Jam dinding sudah menunjukkan pukul sepuluh malam tepat. Tampak semua pegawai restoran Pantai yang terletak tidak jauh dari sebuah pantai sibuk berbenah diri mereka masing-masing untuk bersiap pulang. Setelahnya mereka pun segera pulang.
Jalanan menuju taman pantai di malam hari menjelang tengah malam.
Maulana Husam pulang jalan kaki. Anak-anak jalanan berlarian mendatanginya. Mereka menyambut kedatangan Maulana Husam dengan tersenyum senang hati.
"Assalamualaikum!" ucap Maulana Husam.
"Waalaikumsalam, Paman!" jawab anak-anak bersahut-sahutan. Mereka pun salim pada Maulana. Maulana Husam membagikan makanan yang masih hangat kepada mereka.
Pada saat itu, sebuah mobil sedan melintas.

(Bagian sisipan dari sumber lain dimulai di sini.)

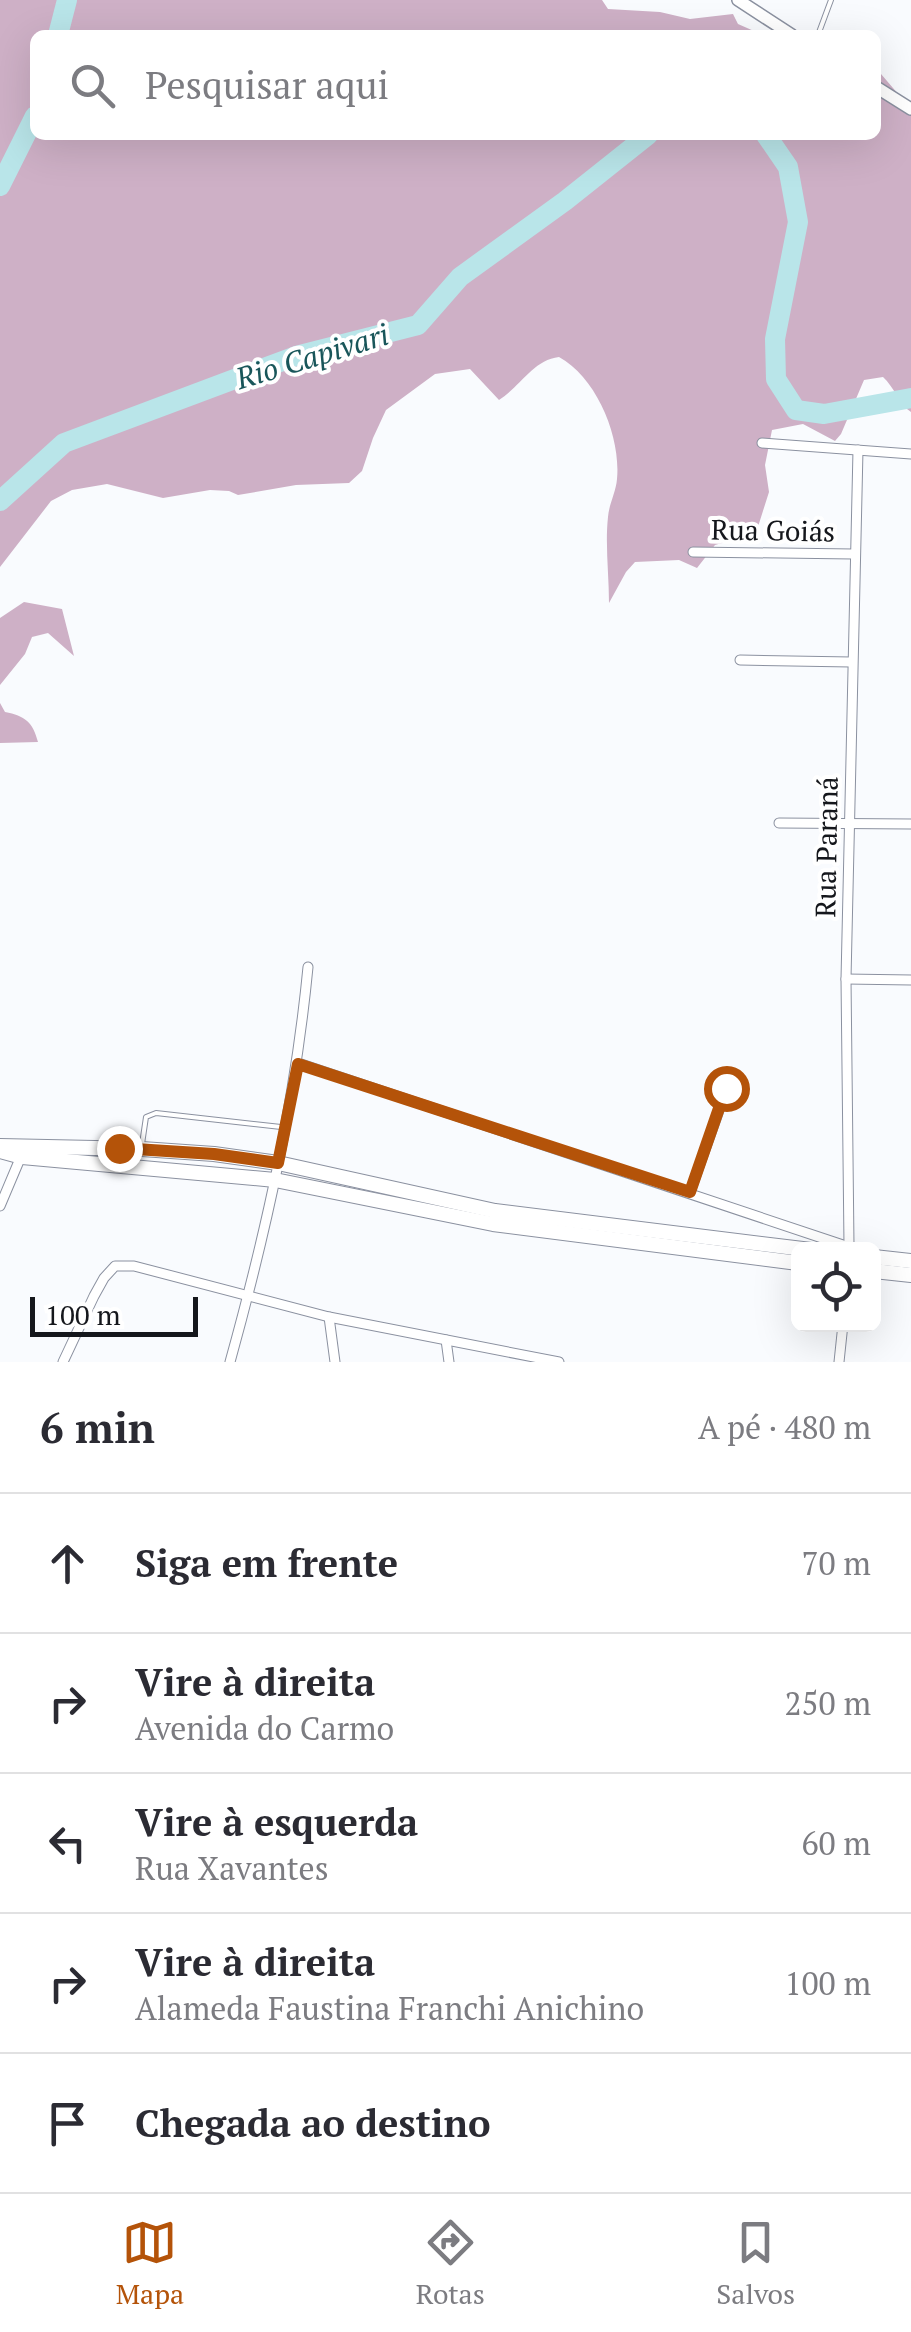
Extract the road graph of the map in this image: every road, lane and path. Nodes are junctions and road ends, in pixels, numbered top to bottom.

Di dalamnya tampak ada tamu pria yang tadi pagi menjelang siang datang ke restoran Pantai. Maulana Husam teringat percakapan telepon tamu pria itu.
"Anak-anak kalian makan ya! Paman harus pergi sekarang juga, ada urusan sangat penting!" pamit Maulana Husam.
"Iya Paman, terima kasih!" seru anak-anak bersahut-sahutan. Anak-anak segera meraih tangan kanan Maulana Husam untuk salam.
"Assalamualaikum!" ucap Maulana Husam.
"Waalaikumsalam!" jawab anak-anak hampir serempak.
Maulana Husam jalan kaki mengikuti mobil sedan itu dengan cara mengikuti jejak ban mobil sedan itu. Agak sulit karena sesekali jejak mobil itu bertumpuk dengan jejak mobil lainnya.